The first one's planning. That's hopefully fairly self-explanatory. This is also the stage that has the most overlap of Scrum. Scrum has your sprint planning, backlog grooming. These are all parts that can happen or influence the planning stage of DevOps. Once you have a plan in place, then you can create and that's the part where developers do most of their work writing code or you can have even your copywriters or your graphical designers doing work there. Verify that could be going to a QA team for verification and sign-off. It could also include and often includes both a QA team and some sort of local unit tests, maybe you're doing TDD or developers writing their own tests in some other way.
Another is packaging. Packaging is, of course, when you compile everything, maybe do some minification or compression, build a package that can be distributed. Then you release that eventually. That can take many forms. It could be, in some cases, sending physical media such as a USB stick, or CCD or DVD to a customer. More common these days, it means pushing to a server somewhere so that you can go live.

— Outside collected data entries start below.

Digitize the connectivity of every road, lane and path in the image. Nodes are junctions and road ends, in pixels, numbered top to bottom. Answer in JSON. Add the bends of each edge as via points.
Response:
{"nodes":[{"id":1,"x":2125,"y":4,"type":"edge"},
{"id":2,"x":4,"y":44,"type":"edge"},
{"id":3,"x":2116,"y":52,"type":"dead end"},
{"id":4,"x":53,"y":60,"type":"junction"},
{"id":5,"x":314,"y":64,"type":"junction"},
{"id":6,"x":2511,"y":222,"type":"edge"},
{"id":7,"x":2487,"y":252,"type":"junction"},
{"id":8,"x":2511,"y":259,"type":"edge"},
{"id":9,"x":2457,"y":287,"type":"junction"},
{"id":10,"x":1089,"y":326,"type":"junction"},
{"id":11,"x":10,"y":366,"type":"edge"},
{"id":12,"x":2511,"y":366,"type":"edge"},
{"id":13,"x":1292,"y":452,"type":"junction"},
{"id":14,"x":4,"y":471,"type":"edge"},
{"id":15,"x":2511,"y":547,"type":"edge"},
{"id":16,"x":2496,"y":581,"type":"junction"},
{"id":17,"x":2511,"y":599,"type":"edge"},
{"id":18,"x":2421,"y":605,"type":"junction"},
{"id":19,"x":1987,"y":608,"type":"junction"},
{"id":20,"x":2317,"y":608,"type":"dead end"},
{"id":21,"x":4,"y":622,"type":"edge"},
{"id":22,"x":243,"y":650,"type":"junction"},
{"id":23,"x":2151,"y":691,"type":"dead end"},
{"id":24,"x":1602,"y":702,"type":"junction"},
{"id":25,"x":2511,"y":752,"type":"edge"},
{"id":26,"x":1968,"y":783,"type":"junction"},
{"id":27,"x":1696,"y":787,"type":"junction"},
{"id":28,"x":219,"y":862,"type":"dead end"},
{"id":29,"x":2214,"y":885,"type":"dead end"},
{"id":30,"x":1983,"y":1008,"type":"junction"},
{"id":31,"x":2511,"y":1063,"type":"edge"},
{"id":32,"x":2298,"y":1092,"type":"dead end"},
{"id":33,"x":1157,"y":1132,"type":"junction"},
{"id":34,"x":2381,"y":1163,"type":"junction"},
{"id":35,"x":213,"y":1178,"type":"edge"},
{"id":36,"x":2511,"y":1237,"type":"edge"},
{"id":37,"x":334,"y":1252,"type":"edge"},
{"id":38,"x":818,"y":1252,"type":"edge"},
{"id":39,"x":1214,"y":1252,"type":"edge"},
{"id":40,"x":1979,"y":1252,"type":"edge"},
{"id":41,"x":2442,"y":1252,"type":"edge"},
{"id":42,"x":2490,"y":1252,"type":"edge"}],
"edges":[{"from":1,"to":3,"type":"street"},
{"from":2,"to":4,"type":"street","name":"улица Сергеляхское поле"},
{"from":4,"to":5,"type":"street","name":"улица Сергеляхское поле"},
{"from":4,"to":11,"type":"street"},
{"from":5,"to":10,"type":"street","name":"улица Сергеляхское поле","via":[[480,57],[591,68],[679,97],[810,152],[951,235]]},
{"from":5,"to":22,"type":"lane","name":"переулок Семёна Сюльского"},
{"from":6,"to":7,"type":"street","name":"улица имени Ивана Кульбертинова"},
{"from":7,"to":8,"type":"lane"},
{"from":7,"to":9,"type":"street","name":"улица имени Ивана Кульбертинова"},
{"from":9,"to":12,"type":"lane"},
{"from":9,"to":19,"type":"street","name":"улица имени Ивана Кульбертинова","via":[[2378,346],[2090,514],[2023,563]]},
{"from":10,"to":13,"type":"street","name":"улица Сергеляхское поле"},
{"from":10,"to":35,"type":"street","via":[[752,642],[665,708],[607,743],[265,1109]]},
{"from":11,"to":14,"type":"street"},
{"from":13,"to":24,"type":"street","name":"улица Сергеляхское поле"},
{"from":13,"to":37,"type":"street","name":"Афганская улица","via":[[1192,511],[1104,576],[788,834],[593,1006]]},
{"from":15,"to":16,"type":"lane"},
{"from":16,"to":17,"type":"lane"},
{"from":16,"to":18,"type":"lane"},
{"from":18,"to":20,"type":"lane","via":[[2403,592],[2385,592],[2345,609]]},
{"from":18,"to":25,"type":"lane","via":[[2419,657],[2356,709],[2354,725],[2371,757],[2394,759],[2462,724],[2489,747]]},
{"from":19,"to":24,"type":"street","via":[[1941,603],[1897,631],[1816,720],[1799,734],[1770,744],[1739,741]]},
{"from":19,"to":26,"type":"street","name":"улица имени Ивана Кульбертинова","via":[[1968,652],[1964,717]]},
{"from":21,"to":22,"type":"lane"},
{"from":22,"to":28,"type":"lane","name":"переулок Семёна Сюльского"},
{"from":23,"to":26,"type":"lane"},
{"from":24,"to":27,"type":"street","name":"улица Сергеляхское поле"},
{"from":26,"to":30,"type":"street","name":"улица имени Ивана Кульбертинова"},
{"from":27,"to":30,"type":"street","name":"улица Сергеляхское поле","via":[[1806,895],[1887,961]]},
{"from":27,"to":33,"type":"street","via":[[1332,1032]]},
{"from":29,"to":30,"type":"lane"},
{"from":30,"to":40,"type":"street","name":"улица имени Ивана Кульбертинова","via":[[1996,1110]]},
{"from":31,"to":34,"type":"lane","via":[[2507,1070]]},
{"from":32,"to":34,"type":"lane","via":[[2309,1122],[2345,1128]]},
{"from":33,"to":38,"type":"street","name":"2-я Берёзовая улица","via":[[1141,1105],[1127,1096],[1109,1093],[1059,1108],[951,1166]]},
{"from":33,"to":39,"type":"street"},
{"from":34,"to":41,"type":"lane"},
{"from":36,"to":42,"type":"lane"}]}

Then configuration. Depending on the type of software you're doing, configuration may happen even during or before packaging, or it might be something that the end-user configures or a combination of both. Of course, for applications like say a mobile app, the configuration typically happens by the end-user after it's been installed. For more web-based, maybe a SaaS type thing. There's probably some configuration that's handled by your operations team and maybe other parts of configuration handled by the end-user. Configuration can happen in various stages along here.
Finally, monitor or monitoring. This, of course, is when we make sure that the system is working as expected. That can be a simple thing, such as going to the website to make sure the website's up. More often it's going to involve some sort of automated tooling to maybe check the website every five minutes to make sure that requests aren't taking too long. It could involve all of your log output. There's a whole lot that can go into the whole monitoring of application. Then that feeds back into the next iteration of a plan. That is a very brief overview of the stages of DevOps.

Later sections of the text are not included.